Task to carry out:
Copy all lines of the listing that include the string "controls".

= = = = =

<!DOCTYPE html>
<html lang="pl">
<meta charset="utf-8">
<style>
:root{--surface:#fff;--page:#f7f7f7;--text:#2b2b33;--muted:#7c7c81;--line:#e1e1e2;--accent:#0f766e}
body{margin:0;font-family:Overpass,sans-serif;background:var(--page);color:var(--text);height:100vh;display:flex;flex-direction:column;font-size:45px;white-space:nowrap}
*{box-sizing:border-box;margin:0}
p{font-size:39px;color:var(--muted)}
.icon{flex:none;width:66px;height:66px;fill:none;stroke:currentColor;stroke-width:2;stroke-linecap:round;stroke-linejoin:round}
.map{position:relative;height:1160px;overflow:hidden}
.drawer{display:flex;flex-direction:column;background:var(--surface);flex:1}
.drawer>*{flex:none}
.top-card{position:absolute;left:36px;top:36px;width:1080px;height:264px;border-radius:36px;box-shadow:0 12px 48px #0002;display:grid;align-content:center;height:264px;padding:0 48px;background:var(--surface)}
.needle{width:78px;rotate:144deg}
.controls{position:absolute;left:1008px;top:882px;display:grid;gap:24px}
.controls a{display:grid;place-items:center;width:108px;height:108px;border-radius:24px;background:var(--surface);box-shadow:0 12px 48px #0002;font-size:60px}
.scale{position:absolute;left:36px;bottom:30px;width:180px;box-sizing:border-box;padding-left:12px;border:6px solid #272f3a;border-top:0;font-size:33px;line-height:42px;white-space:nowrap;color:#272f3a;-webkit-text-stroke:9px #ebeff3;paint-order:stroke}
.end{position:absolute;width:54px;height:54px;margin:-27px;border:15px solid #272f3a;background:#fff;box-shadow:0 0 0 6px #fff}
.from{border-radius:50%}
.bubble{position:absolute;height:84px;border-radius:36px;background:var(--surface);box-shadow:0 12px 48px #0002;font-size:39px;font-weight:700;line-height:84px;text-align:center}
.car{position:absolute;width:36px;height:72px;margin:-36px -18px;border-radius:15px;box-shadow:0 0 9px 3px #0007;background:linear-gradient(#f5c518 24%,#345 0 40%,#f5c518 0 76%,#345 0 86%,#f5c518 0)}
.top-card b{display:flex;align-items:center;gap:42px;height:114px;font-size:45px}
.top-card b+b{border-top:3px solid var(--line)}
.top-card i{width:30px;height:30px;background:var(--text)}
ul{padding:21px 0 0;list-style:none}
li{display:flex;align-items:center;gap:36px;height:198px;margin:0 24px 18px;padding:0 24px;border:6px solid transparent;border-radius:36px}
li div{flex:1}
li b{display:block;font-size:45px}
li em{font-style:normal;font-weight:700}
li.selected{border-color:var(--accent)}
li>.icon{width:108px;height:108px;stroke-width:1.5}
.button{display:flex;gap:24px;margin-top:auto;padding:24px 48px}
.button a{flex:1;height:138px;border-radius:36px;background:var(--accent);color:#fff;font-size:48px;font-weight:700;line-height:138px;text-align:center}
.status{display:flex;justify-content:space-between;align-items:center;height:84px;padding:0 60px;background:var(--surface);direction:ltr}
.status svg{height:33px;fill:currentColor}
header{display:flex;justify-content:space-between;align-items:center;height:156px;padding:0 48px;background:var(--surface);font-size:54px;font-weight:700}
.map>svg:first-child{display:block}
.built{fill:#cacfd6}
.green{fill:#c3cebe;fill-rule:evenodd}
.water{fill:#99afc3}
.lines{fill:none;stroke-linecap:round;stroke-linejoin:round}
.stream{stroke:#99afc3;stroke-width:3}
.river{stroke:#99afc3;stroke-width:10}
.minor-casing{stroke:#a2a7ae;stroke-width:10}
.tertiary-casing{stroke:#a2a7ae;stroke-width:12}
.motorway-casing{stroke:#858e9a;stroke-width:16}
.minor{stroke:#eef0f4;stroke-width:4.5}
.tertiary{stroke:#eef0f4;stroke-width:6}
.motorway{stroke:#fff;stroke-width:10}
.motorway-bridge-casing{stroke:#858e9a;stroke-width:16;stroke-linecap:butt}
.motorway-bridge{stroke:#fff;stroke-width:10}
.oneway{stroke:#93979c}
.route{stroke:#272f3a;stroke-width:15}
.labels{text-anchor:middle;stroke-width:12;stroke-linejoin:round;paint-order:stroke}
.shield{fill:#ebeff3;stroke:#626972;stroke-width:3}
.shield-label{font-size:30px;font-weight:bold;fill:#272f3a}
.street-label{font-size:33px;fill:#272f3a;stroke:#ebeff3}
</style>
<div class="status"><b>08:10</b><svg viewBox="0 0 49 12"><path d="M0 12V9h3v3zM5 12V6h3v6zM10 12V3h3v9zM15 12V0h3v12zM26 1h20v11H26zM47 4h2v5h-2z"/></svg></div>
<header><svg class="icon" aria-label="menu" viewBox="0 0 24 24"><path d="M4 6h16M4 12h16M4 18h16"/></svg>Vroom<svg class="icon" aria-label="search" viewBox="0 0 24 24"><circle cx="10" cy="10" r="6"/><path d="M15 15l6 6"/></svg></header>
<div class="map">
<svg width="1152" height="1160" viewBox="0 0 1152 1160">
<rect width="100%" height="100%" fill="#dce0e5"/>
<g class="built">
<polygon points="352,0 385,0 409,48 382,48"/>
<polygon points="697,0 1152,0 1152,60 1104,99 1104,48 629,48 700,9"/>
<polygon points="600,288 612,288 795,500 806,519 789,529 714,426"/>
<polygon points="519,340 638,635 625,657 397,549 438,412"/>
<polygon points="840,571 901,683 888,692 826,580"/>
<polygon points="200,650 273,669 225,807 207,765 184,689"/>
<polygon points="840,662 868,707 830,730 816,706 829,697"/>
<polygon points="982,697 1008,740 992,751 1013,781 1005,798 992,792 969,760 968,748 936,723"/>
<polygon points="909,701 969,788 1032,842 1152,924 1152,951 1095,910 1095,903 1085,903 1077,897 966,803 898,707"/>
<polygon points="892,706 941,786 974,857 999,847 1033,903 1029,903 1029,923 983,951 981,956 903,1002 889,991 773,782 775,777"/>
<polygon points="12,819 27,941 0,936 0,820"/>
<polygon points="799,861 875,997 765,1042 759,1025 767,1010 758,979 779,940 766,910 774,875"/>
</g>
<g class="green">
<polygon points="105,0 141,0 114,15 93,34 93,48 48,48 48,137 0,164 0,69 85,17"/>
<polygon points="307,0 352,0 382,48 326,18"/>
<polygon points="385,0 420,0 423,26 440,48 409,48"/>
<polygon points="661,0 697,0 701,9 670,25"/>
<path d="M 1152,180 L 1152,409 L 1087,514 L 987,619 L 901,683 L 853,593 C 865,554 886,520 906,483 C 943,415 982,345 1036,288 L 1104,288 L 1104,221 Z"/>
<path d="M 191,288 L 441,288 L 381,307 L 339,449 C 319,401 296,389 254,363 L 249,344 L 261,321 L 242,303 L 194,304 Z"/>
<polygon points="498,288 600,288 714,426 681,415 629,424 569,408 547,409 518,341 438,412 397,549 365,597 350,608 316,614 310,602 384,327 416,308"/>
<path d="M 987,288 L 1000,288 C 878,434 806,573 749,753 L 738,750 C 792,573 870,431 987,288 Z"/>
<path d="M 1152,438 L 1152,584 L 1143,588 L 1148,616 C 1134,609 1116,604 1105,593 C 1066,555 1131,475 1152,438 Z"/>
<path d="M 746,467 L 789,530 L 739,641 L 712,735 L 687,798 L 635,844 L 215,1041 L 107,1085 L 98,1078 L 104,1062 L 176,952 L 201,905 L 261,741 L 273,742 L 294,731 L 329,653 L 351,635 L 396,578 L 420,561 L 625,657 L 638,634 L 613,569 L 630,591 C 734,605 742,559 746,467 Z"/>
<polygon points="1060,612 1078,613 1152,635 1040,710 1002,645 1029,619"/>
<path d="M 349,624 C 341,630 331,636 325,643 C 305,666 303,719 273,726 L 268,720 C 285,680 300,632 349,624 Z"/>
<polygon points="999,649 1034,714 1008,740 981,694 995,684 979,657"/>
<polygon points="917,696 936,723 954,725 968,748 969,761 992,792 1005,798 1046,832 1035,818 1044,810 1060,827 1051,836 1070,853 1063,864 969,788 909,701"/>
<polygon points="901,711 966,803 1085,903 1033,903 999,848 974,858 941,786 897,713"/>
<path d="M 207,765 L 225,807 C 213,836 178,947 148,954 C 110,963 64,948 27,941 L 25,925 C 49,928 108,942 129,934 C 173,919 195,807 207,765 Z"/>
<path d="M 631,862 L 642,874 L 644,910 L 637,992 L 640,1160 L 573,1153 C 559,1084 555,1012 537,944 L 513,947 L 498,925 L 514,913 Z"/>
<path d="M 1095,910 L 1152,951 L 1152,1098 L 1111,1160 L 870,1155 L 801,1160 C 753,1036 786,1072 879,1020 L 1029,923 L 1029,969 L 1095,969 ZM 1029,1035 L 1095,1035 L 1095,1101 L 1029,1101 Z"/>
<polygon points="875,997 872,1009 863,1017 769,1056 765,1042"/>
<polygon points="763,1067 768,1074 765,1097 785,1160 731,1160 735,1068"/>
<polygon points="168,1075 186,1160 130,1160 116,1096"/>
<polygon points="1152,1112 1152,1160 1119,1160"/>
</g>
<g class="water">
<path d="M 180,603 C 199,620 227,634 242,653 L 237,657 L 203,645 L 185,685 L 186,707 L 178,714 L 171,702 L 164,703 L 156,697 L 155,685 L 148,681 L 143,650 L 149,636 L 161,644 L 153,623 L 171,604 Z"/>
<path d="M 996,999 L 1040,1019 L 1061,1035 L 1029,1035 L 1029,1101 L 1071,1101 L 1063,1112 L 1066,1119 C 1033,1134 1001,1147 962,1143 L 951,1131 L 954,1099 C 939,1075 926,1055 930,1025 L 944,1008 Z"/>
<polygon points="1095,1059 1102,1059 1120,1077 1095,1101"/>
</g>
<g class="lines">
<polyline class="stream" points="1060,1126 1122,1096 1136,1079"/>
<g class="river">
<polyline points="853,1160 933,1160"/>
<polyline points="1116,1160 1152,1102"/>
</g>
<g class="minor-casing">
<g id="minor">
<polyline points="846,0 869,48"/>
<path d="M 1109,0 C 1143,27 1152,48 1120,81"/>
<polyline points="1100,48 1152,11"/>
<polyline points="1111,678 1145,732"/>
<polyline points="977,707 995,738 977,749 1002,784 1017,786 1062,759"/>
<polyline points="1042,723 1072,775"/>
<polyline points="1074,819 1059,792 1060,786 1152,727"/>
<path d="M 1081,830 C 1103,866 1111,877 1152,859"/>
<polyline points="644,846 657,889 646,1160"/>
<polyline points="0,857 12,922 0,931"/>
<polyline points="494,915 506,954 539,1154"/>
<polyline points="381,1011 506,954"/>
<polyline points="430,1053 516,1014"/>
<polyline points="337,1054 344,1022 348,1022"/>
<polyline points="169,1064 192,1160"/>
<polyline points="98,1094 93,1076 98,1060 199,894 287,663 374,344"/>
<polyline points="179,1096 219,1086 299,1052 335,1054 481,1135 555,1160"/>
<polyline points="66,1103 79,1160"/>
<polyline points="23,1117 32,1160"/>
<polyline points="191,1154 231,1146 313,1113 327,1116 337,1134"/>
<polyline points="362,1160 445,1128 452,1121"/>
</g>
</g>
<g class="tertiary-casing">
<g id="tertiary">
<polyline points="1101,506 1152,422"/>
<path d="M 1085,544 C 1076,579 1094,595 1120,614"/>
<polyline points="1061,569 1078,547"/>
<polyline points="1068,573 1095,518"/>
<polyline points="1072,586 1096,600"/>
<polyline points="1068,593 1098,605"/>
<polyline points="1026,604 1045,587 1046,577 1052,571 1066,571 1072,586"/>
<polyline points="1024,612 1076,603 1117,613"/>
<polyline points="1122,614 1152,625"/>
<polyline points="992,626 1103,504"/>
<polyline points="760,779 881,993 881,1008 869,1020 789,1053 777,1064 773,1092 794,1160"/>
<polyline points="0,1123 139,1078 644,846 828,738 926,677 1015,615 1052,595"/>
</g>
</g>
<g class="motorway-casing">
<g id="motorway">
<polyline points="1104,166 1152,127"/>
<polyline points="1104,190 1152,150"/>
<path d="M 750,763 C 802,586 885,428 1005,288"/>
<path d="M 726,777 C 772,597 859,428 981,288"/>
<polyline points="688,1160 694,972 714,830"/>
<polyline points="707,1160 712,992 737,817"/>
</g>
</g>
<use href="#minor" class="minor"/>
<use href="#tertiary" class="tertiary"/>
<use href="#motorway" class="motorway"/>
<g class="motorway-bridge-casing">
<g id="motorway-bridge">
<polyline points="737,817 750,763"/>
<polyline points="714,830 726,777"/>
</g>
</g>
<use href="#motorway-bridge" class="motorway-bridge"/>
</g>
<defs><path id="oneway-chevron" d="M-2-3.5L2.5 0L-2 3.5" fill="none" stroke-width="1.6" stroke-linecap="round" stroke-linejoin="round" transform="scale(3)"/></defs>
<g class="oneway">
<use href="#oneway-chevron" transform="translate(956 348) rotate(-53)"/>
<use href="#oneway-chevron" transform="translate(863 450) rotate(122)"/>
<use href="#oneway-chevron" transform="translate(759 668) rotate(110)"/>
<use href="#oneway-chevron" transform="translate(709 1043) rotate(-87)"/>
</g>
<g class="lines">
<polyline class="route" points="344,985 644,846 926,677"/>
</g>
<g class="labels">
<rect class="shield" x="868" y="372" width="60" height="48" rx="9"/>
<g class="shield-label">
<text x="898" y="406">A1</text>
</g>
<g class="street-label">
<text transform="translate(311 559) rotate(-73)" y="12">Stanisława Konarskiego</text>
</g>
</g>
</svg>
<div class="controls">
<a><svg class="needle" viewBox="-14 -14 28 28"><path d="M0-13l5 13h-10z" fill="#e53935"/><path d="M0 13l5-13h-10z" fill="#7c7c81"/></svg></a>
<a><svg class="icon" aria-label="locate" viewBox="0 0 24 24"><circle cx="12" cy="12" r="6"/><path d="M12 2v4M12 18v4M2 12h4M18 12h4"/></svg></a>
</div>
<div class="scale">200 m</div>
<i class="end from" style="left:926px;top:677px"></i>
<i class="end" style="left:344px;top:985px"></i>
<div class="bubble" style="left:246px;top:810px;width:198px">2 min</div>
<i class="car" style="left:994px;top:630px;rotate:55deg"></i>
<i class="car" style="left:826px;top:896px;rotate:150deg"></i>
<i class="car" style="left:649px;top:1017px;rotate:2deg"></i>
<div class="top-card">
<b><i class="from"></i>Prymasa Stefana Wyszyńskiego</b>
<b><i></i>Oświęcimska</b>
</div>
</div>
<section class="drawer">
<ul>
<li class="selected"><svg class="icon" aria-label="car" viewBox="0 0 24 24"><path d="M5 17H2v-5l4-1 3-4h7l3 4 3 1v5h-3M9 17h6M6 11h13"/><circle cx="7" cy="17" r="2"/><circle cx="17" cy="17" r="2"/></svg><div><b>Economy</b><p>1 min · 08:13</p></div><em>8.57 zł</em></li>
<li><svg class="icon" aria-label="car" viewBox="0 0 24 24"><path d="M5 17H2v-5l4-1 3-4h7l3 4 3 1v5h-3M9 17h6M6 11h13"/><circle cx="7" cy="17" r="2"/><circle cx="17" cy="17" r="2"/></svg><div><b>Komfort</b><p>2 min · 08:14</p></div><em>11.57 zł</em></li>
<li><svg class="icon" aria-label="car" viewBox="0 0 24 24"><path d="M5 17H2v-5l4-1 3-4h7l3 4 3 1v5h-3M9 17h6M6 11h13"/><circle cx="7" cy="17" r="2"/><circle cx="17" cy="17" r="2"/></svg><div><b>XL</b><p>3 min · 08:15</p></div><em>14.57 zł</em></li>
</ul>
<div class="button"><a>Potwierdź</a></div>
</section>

= = = = =

The answer:
.controls{position:absolute;left:1008px;top:882px;display:grid;gap:24px}
.controls a{display:grid;place-items:center;width:108px;height:108px;border-radius:24px;background:var(--surface);box-shadow:0 12px 48px #0002;font-size:60px}
<div class="controls">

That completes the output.